Little Man Computer Program to output 1 with delay of 5 seconds

Suppose a Little Man Computer program requires 1 microsecond to execute one instruction. I need to write a LMC program that takes an input between 0 and 10 (inclusive), and produces an output of one 1 but after a delay of that many seconds.

For example, an input of 5 will produce an output of 1, five seconds later. The delay need not be perfect but must be accurate within 0.01% or 100 µsec. How can I achieve that?

Solution

You'll need to create loops to spend time. You'll want to have a code block that will take approximately 1 second to execute, and then repeat the execution of that block corresponding to the number that was input. So the challenge is to design code that takes 1 second to execute.

Let's try that with a loop:

       LDA start
loop   STA count
       LDA count
       SUB one
       BRP loop

       ; ...other code...

one    DAT 1
start  DAT 999
count  DAT

This loop would have 1000 iterations. Each iteration has 4 instructions, so the 1000 iterations take 4000µs. We could beef up the code a bit to make the loop have more instructions, but we are nowhere near 1 second, so we better employ a second loop that repeatedly executes the above. That outer loop would need to iterate some 250 times, since 250*4000 = a million, i.e. 1 second.

So we would have:

       LDA start2
loop2  STA count2

; here starts the code we used earlier
       LDA start3
loop3  STA count3
       LDA count3
       SUB one
       BRP loop3
; end of the code we used earlier

       LDA count2
       SUB one
       BRP loop2
       
       ; ... other code

one    DAT 1
start2 DAT 249
start3 DAT 999
count2 DAT
count3 DAT

If we make a precise calculation of the number of instructions that are executed, then we arrive at this:

The inner loop executes 4*1000 instructions
The outer loop has 2 instructions before the inner loop, and 3 after, so in total it has an "overhead" of 5 instructions.
So that amounts to 250*(5+4000) instructions, i.e. 1001250.

This is a bit too much (because of the overhead): the deviation is about 0.1%, so we need to tune a bit the numbers.

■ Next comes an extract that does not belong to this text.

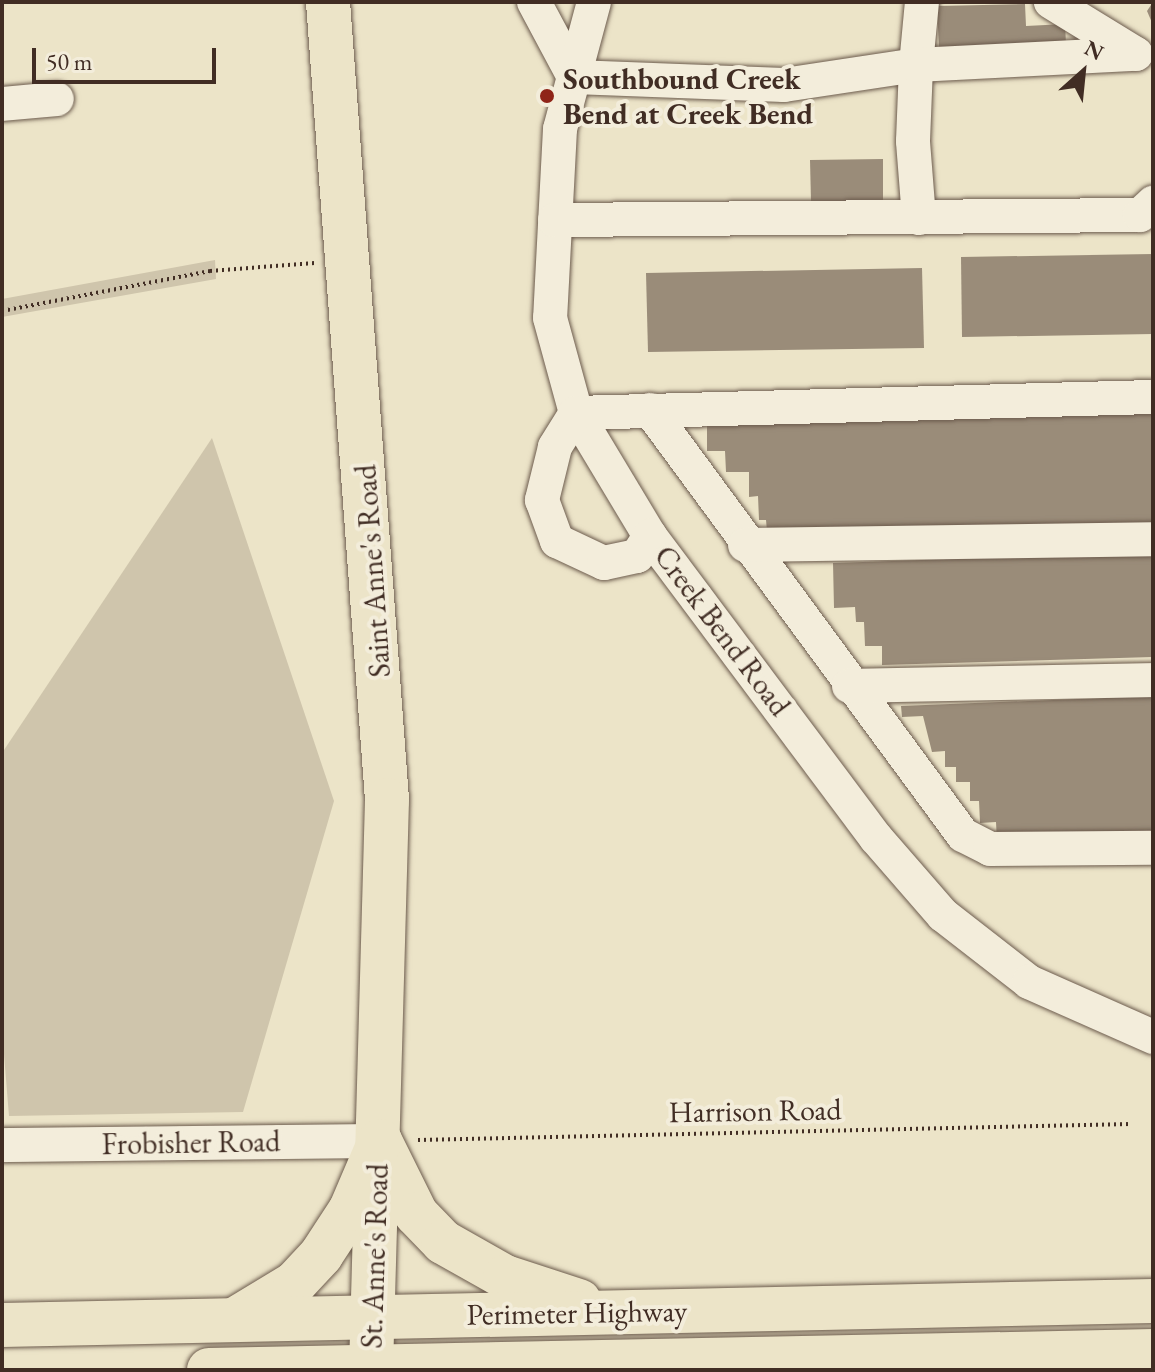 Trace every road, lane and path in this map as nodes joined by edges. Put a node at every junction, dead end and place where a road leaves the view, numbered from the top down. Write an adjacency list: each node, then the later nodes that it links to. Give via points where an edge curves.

But let's first finish the program by implementing the outer loop that executes the above code as many times as is specified in the input:

       INP
       BRZ output ; output immediately!
       SUB one

; a new outer loop: 
loop1  STA count1

; start of what we already had:
       LDA start2
       
loop2  STA count2
       LDA start3

loop3  STA count3
       LDA count3
       SUB one
       BRP loop3

       LDA count2
       SUB one
       BRP loop2
; end of what we already had

       LDA count1
       SUB one
       BRP loop1

output LDA one
       OUT
       HLT

one    DAT 1
start2 DAT 249
start3 DAT 999
count1 DAT
count2 DAT
count3 DAT

Note that the outer loop that we added also has its overhead... again 5 instructions overhead if we include LDA start2 in that count.

One iteration of loop1 thus takes 5 + 1001250 = 1001255.

Finally, let's now tune the start2 and start3 values so that we get closer to 1000000. Playing with pairs of numbers in a spreadsheet, you can find that you get close with start2 = 541 for 542 iterations, and start3 = 459 for 460 iterations (There are other interesting pairs you could use, with similar results).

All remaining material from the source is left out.